Bell is originally from Tennessee and going into her second year as an elementary teacher in Gambell. While none of the educators at camp this summer were entirely new to Alaska, most aren’t Native, and they said they’re interested in making their curriculum culturally relevant to their students.
To give them an idea of how students spend their time at camp, Tom Gray took the group seining for silver salmon and taught them to cut their catch with ulus.
After days of hands-on activity, the educators spent their evenings discussing why culturally responsive education is important and how they can include it in their classrooms.
Barb Amarok is a retired teacher from Nome Public Schools and a current member of the school board. She led the evening classes and opened one night’s roundtable by discussing the dangers of distancing Native students from their cultures at school. The group talked about the trauma Native students faced in the late 19th and early 20th centuries, when mandatory boarding schools separated students from their communities.
“They were kept from their home community for years at a time, so they didn’t learn their subsistence skills,” said Amarok. “They didn’t learn their language.”
“They were stripped of their language,” said another teacher.
“They were stripped of their culture,” said a third educator.
The teachers talked about avoiding cultural disconnect in today’s classrooms and integrating Native students’ experiences into academic lessons. Amarok emphasized that “life isn’t compartmentalized. Education shouldn’t be. There can be Bering Strait Region knowledge and skills incorporated in classroom lessons.”
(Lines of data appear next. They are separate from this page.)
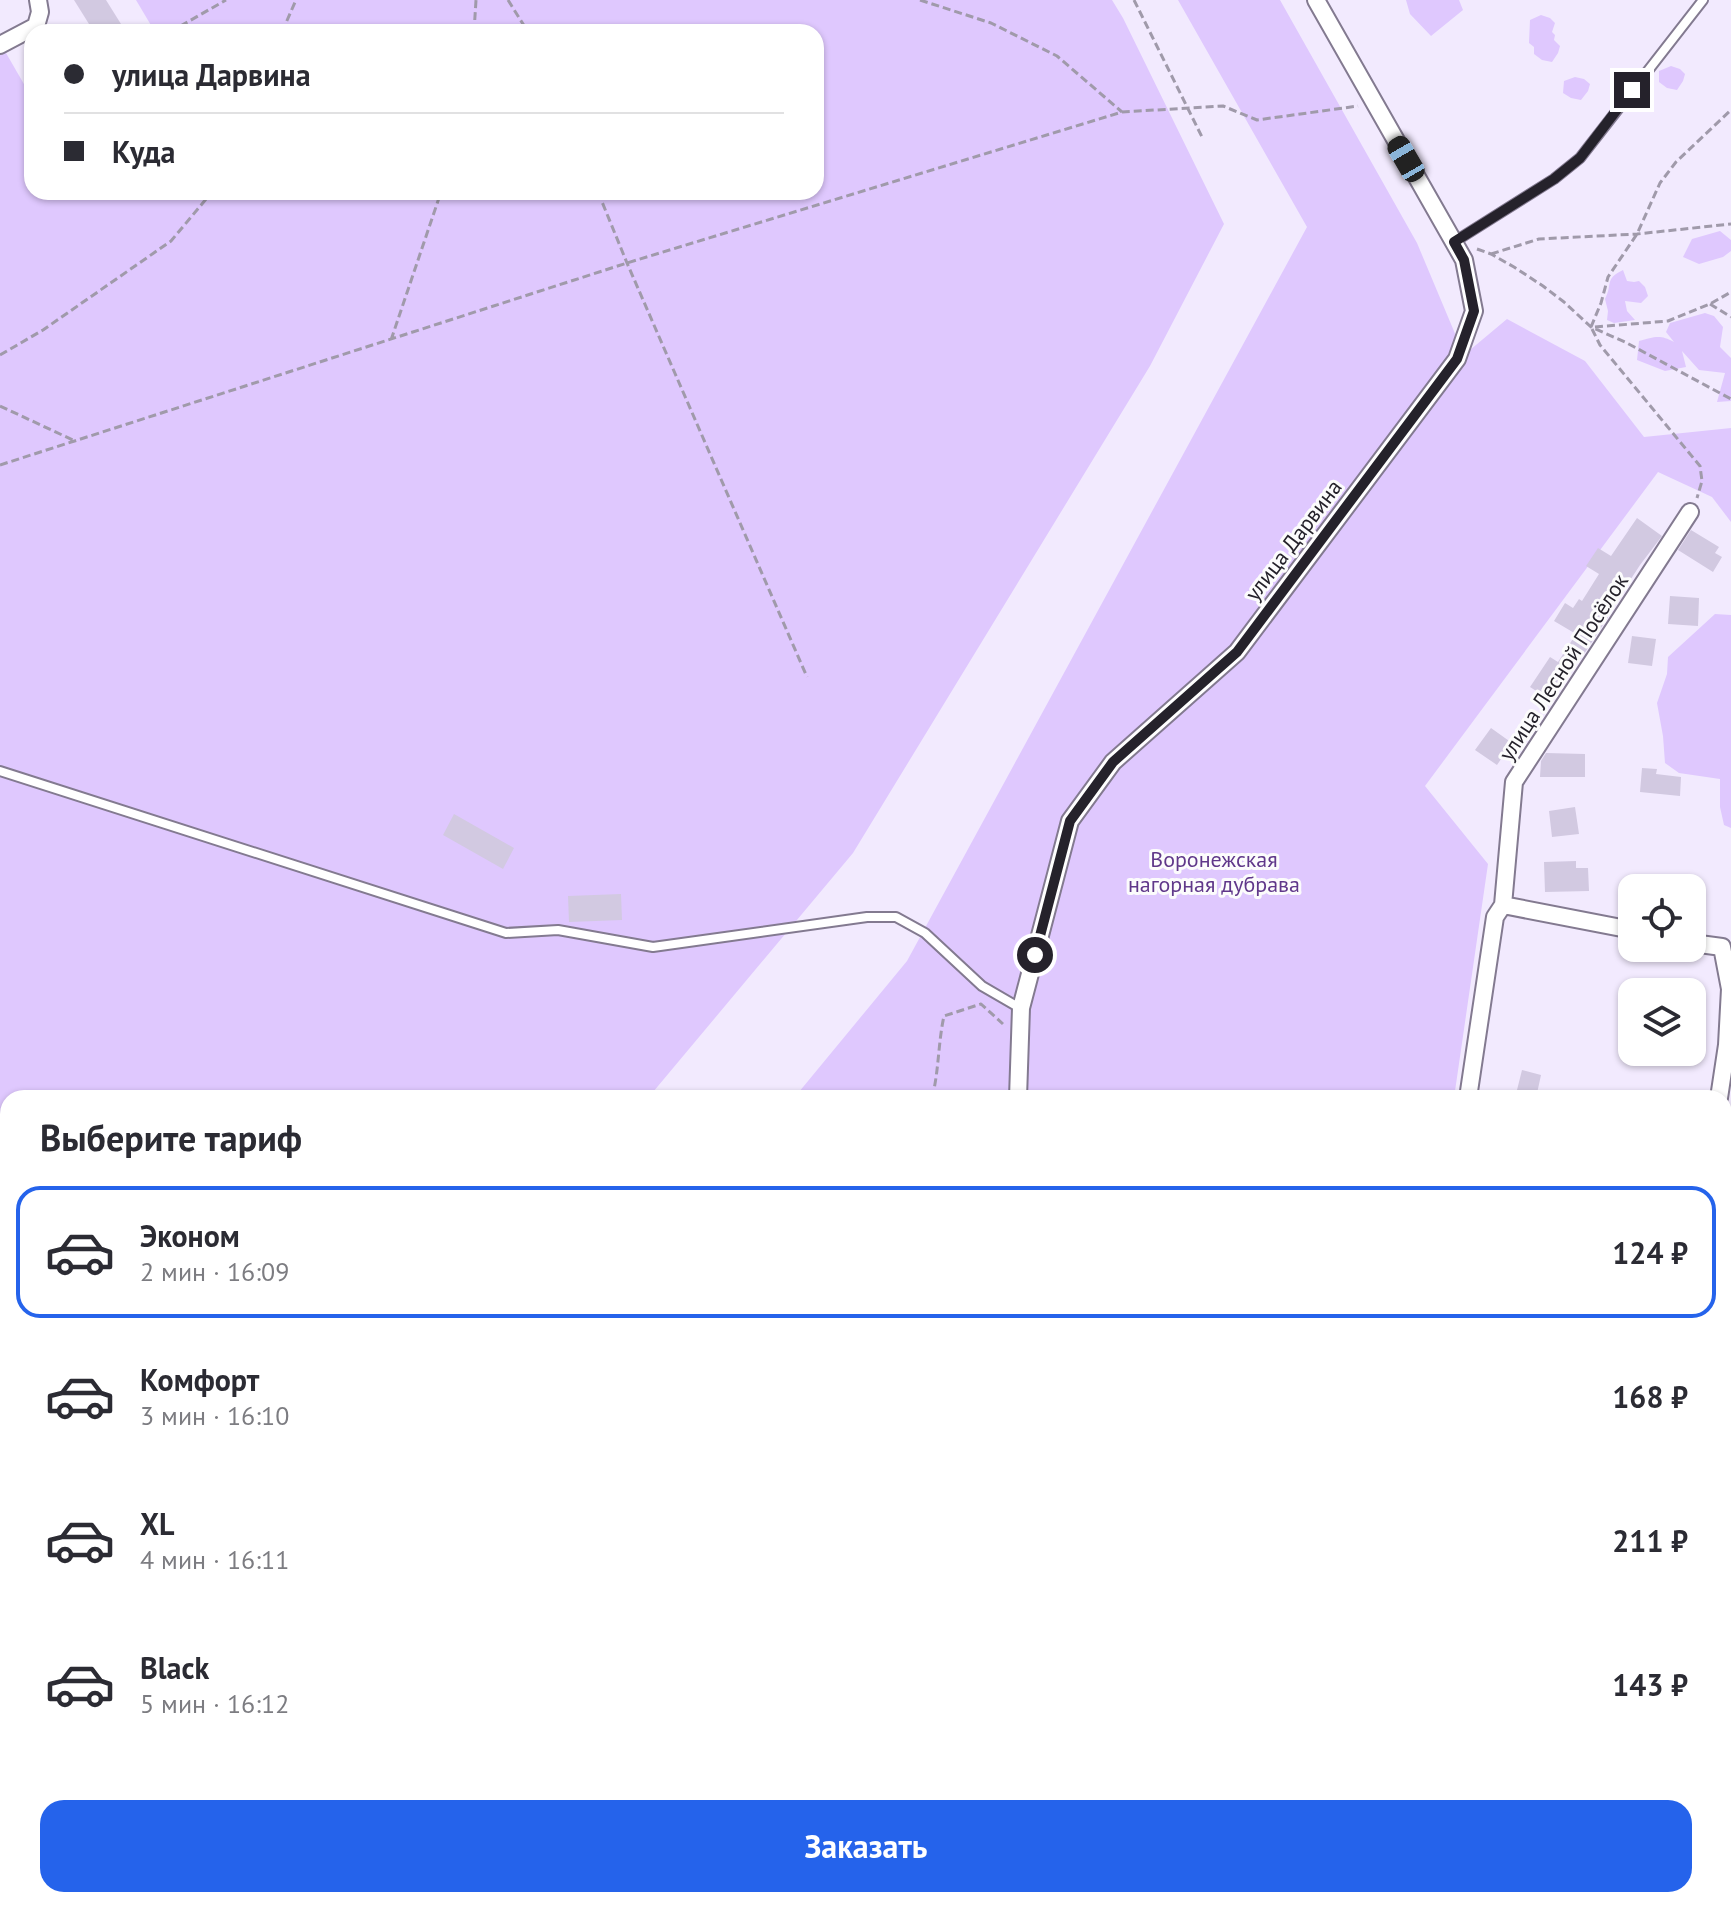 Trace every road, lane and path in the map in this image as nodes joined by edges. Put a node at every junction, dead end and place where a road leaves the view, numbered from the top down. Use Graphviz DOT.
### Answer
graph roads {
  1 [pos="38,0"];
  2 [pos="226,0"];
  3 [pos="296,0"];
  4 [pos="476,0"];
  5 [pos="508,0"];
  6 [pos="920,0"];
  7 [pos="1134,0"];
  8 [pos="1316,0"];
  9 [pos="1703,0"];
  10 [pos="37,24"];
  11 [pos="184,24"];
  12 [pos="286,24"];
  13 [pos="474,24"];
  14 [pos="523,24"];
  15 [pos="24,32"];
  16 [pos="0,45"];
  17 [pos="1374,103"];
  18 [pos="1187,107"];
  19 [pos="1731,110"];
  20 [pos="1122,112"];
  21 [pos="1203,139"];
  22 [pos="205,200"];
  23 [pos="438,200"];
  24 [pos="601,200"];
  25 [pos="1731,224"];
  26 [pos="1637,234"];
  27 [pos="1454,242"];
  28 [pos="1491,254"];
  29 [pos="627,263"];
  30 [pos="1731,292"];
  31 [pos="1710,304"];
  32 [pos="1731,317"];
  33 [pos="1591,327"];
  34 [pos="391,340"];
  35 [pos="0,355"];
  36 [pos="1731,399"];
  37 [pos="0,406"];
  38 [pos="75,441"];
  39 [pos="0,465"];
  40 [pos="1690,512"];
  41 [pos="807,677"];
  42 [pos="0,771"];
  43 [pos="1503,905"];
  44 [pos="1618,927"];
  45 [pos="1706,945"];
  46 [pos="1021,1008"];
  47 [pos="1020,1040"];
  48 [pos="934,1090"];
  49 [pos="1018,1090"];
  50 [pos="1469,1090"];
  51 [pos="1720,1090"];
  1 -- 10 [label="street"];
  2 -- 11 [label="path"];
  3 -- 12 [label="path"];
  4 -- 13 [label="path"];
  5 -- 14 [label="path"];
  6 -- 20 [label="path"];
  7 -- 18 [label="path"];
  8 -- 17 [label="street, улица Дарвина"];
  9 -- 27 [label="lane"];
  15 -- 16 [label="street"];
  17 -- 18 [label="path"];
  17 -- 27 [label="street, улица Дарвина"];
  18 -- 20 [label="path"];
  18 -- 21 [label="path"];
  19 -- 26 [label="path"];
  20 -- 29 [label="path"];
  22 -- 35 [label="path"];
  23 -- 34 [label="path"];
  24 -- 29 [label="path"];
  25 -- 26 [label="path"];
  26 -- 28 [label="path"];
  26 -- 33 [label="path"];
  27 -- 28 [label="path"];
  27 -- 46 [label="street, улица Дарвина"];
  28 -- 33 [label="path"];
  29 -- 34 [label="path"];
  29 -- 41 [label="path"];
  30 -- 31 [label="path"];
  31 -- 32 [label="path"];
  31 -- 33 [label="path"];
  33 -- 36 [label="path"];
  33 -- 40 [label="path"];
  34 -- 38 [label="path"];
  37 -- 38 [label="path"];
  38 -- 39 [label="path"];
  40 -- 43 [label="street, улица Лесной Посёлок"];
  42 -- 46 [label="lane"];
  43 -- 44 [label="street"];
  43 -- 50 [label="street, улица Лесной Посёлок"];
  45 -- 51 [label="street"];
  46 -- 47 [label="street, улица Дарвина"];
  47 -- 48 [label="path"];
  47 -- 49 [label="street, улица Дарвина"];
}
One idea was incorporating Iñupiaq values into JROTC instruction. Another was sewing qaspeqs in art class. Yet another — from Nome teacher Liz Korenek-Johnson — was to “have kids documenting their culture, doing things like digital storytelling, [and] interviewing elders.”
“They can start drawing on those skills because we know they have them,” said Korenek-Johnson. “They are Alaska Natives and they are digital natives. There’s value in all of it.”
Bell said the value of Educator Cultural Camp lies in giving teachers more context about their students’ lives. One camp won’t make all lessons culturally relevant, but Bell said it helps teachers learn how to integrate culture more often in their own classrooms.
“I’m the outsider in a new culture, and I feel that it’s my responsibility to learn that culture,” Bell said. “I’m not assimilating them to me and my culture. I’m there to learn their culture and be a part as much as I can.”
Teachers will have the chance to apply their new cultural knowledge when the school year starts later this month — Aug. 19 for the Bering Strait School District and Aug. 24 for Nome Public Schools.